One of the first pieces of valuable advice during “Branding an Experience: The Power of Sound” came in the form of a warning from Golden Tavern Group's Regional Manager Gian Sapienza: "Don't give your staff full control of music selections." The entire panel agreed that what owners, management or staff want to hear isn’t important, but what customers like to listen to is critical. The wrong music can cause negative conversations and sew discord throughout a venue. Breaking from sound, Ross Vickers of Music Video Technologies pointed out that owners need to pay as much attention to the relevance of their TV/LED screens as they do to decor, music and every other aspect of their businesses. In regards to music providers, the panel advised finding a supplier with a large and diverse offering, commitment to customer service and excellent programming.

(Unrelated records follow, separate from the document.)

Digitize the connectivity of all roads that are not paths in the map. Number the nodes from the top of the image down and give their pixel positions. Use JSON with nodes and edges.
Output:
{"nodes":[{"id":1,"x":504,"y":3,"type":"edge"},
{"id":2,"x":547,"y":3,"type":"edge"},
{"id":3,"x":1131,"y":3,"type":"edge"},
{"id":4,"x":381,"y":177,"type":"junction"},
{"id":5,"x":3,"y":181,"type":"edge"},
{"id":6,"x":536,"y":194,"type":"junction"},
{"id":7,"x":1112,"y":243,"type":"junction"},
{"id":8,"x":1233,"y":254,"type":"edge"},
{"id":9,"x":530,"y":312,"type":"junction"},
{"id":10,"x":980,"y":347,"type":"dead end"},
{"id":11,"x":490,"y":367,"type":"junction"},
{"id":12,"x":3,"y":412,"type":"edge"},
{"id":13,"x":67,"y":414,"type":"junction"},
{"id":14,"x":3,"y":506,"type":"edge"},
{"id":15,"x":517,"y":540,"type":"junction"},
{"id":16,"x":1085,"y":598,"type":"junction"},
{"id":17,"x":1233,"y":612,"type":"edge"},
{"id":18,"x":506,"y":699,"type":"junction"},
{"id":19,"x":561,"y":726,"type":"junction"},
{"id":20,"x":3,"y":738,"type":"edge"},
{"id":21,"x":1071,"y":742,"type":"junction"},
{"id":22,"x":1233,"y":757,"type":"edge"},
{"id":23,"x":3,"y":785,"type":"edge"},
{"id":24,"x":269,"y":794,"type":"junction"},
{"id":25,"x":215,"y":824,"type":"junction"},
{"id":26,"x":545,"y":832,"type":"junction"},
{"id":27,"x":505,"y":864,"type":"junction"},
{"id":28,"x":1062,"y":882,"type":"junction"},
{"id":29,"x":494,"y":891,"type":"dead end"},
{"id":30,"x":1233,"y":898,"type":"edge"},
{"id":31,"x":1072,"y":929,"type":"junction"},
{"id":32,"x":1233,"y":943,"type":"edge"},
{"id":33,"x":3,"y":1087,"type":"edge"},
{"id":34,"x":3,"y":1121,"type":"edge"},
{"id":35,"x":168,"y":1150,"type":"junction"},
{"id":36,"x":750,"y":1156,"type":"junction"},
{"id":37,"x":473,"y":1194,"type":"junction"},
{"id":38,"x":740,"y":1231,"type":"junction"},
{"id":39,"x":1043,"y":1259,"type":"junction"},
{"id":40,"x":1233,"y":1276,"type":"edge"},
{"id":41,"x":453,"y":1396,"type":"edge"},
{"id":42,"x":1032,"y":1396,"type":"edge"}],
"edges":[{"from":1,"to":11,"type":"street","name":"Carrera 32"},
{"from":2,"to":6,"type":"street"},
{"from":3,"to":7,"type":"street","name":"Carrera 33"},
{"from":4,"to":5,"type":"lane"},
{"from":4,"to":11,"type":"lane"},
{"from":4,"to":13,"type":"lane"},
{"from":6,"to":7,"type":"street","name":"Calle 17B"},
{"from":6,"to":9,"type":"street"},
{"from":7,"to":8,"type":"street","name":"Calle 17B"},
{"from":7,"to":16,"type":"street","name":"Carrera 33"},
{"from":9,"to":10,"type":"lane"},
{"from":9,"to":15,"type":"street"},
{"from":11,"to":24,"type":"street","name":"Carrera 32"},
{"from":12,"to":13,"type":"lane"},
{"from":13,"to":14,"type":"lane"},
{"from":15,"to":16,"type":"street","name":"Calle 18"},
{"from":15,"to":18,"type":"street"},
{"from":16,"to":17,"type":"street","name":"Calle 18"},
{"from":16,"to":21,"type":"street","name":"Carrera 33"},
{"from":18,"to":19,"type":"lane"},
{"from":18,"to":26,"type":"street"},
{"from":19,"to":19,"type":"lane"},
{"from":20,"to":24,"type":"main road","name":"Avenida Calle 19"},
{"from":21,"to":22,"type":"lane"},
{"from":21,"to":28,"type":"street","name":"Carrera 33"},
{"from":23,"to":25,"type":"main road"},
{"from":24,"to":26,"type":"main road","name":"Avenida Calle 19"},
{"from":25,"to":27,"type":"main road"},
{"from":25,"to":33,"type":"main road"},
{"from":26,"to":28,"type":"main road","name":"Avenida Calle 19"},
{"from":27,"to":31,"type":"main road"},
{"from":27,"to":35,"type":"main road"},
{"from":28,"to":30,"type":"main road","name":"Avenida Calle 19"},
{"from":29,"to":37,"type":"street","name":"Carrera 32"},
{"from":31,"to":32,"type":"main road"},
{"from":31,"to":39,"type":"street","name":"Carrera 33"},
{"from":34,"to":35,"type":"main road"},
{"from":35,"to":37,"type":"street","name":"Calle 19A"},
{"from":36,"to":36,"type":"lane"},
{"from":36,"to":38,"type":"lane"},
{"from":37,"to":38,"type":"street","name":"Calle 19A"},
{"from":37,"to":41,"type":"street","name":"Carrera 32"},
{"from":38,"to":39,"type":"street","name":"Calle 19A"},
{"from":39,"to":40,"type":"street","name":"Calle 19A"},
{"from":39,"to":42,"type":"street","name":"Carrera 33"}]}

In “Ten Methods to Reduce On-Premise Liability,” Hospitality Insurance Agency and Nightclub Security Consultants want owners/operators to understand that on-premise liability is caused by their actions or lack of actions, period. The 10 methods discussed may seem like common sense but, as was pointed out, each person comes from a different background, a different way of thinking and, therefore, a different idea of what makes up common sense. Among the effective methods are creating a procedure and discipline manual, hiring a training coordinator, training new hires, focusing on certification and licensing and record keeping.